Task brief » The lines to return run from the start of the material below through the line holding "pinky pip: (1250, 956)", both included; please give them back exactly, minus the pictures.

Material supplied »
☆ ☆ ☆ ☆ ☆ ☆ ☆
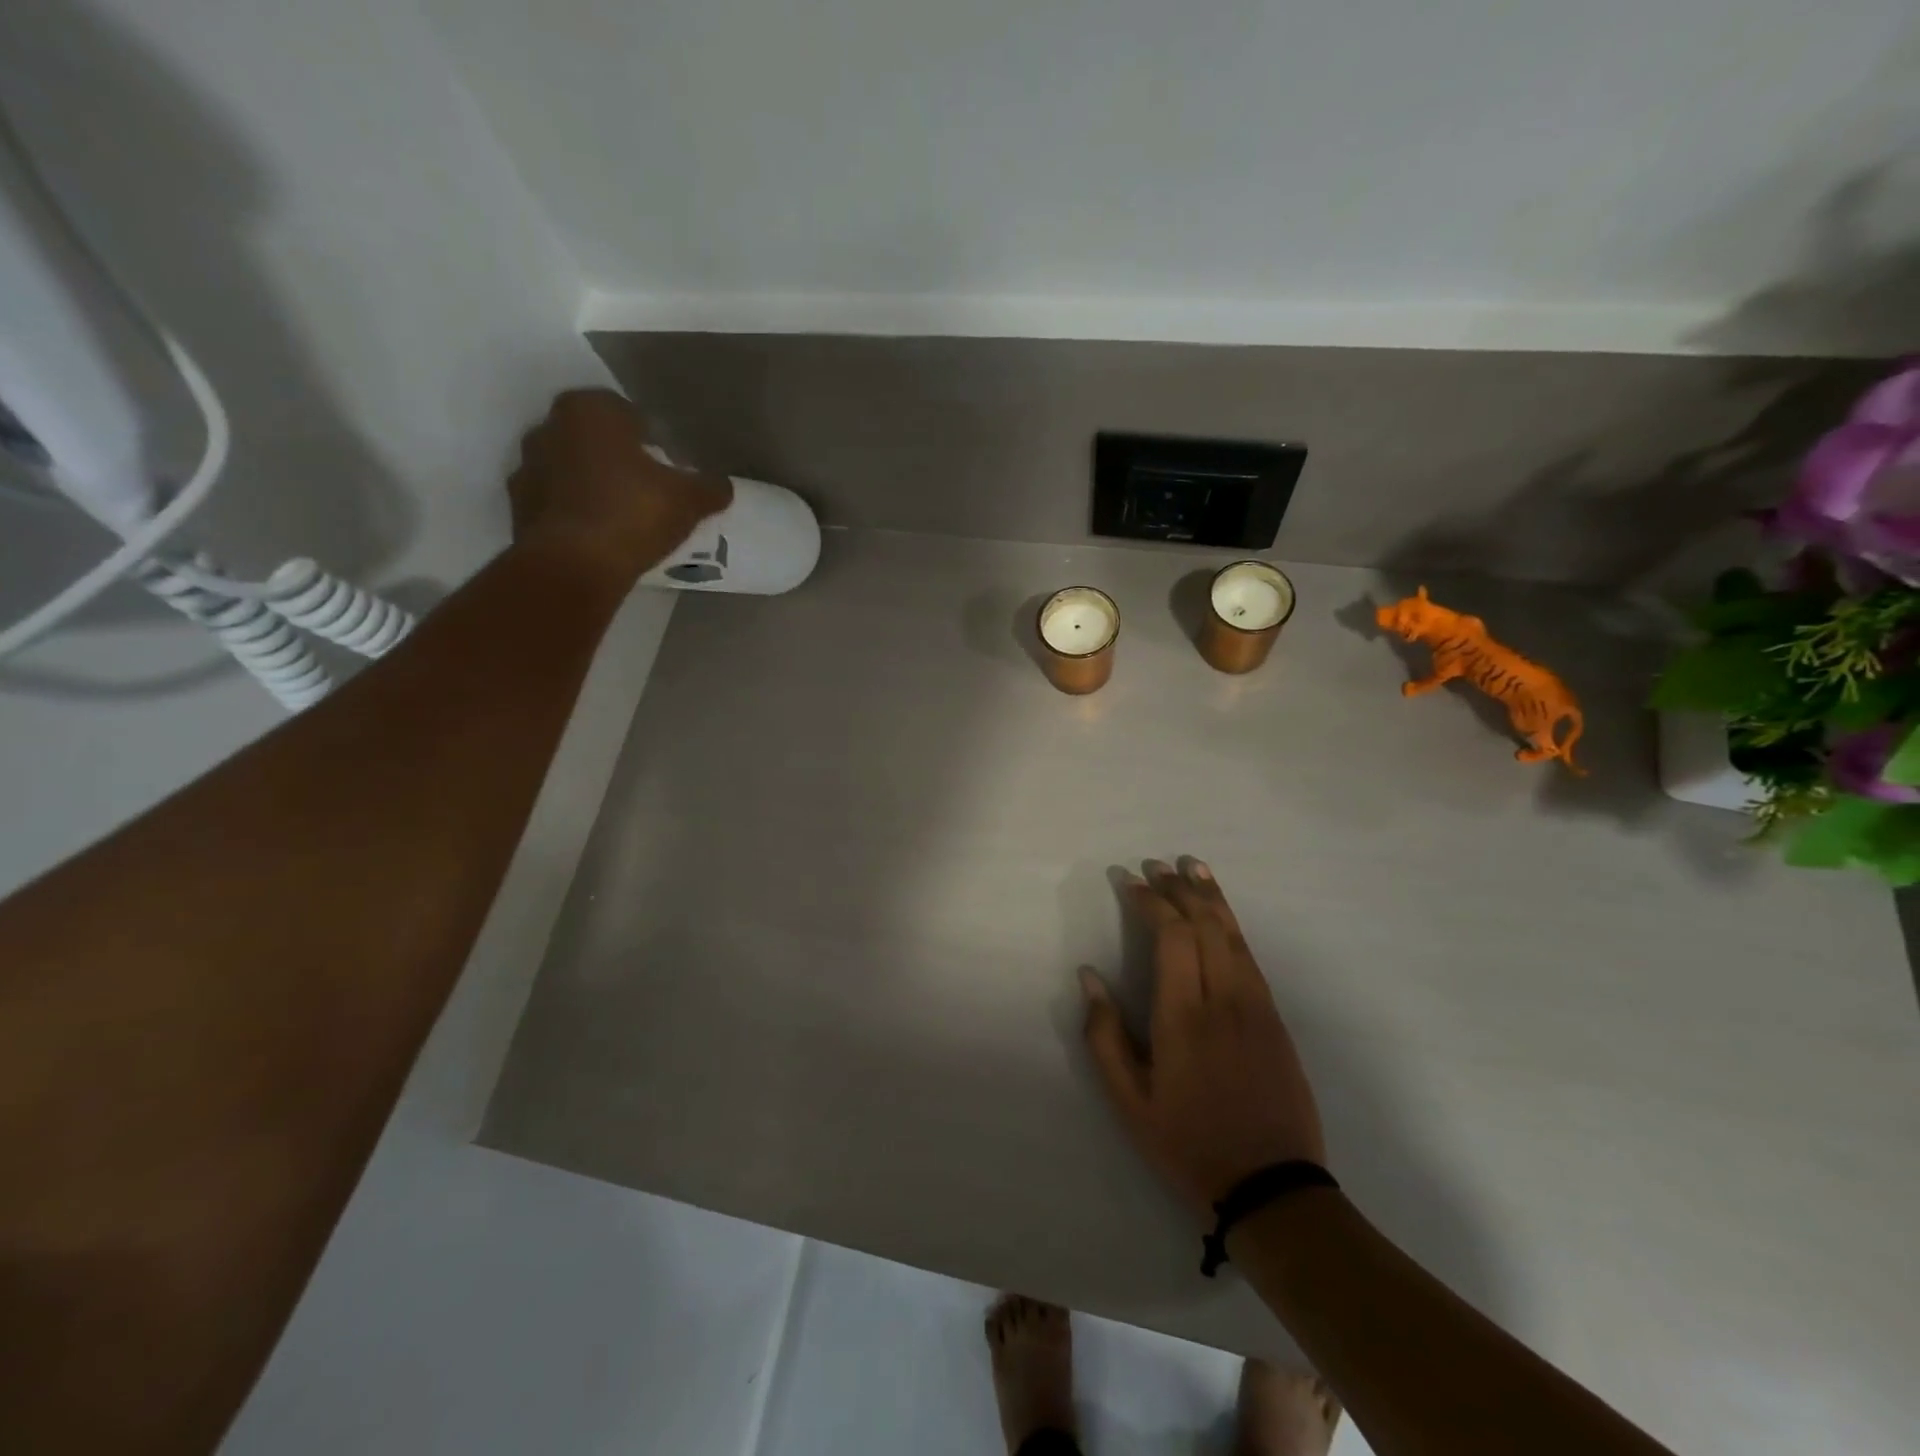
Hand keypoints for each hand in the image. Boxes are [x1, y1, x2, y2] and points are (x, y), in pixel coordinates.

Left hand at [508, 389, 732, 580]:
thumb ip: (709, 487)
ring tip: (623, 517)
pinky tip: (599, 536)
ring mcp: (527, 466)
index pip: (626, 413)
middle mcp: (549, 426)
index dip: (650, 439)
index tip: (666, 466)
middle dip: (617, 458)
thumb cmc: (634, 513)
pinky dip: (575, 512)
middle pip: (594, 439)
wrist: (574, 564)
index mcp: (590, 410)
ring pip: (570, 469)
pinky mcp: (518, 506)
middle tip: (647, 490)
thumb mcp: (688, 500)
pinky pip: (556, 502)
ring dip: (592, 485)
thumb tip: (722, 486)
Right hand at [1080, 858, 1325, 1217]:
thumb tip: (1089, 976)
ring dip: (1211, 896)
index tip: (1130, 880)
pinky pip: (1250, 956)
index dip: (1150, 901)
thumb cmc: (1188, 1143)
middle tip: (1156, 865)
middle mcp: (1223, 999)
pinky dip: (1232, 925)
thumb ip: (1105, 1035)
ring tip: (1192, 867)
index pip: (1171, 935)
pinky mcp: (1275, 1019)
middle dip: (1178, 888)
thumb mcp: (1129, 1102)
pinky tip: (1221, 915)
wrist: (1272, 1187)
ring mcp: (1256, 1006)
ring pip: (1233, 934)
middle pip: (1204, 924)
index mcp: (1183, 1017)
☆ ☆ ☆ ☆ ☆ ☆ ☆
Task output »
Hand keypoints for each hand in the image. Boxes are [x1, y1, x2, y2] and points are (x, y), in pixel coordinates.

Left hand at [508, 389, 732, 580]:
thumb ip: (709, 487)
ring tip: (623, 517)
pinky tip: (599, 536)
ring mcp: (527, 466)
index pip: (626, 413)
middle mcp: (549, 426)
index dip: (650, 439)
index tip: (666, 466)
middle dip: (617, 458)
thumb cmc: (634, 513)
pinky dip: (575, 512)
middle pip: (594, 439)
wrist: (574, 564)
index mcp: (590, 410)
ring pip: (570, 469)
pinky mcp: (518, 506)
middle tip: (647, 490)
thumb mcp: (688, 500)
pinky pip: (556, 502)
ring dip: (592, 485)
thumb tip: (722, 486)
Right hand at [1080, 858, 1325, 1217]:
thumb tip: (1089, 976)
ring dip: (1211, 896)
index tip: (1130, 880)
pinky pip: (1250, 956)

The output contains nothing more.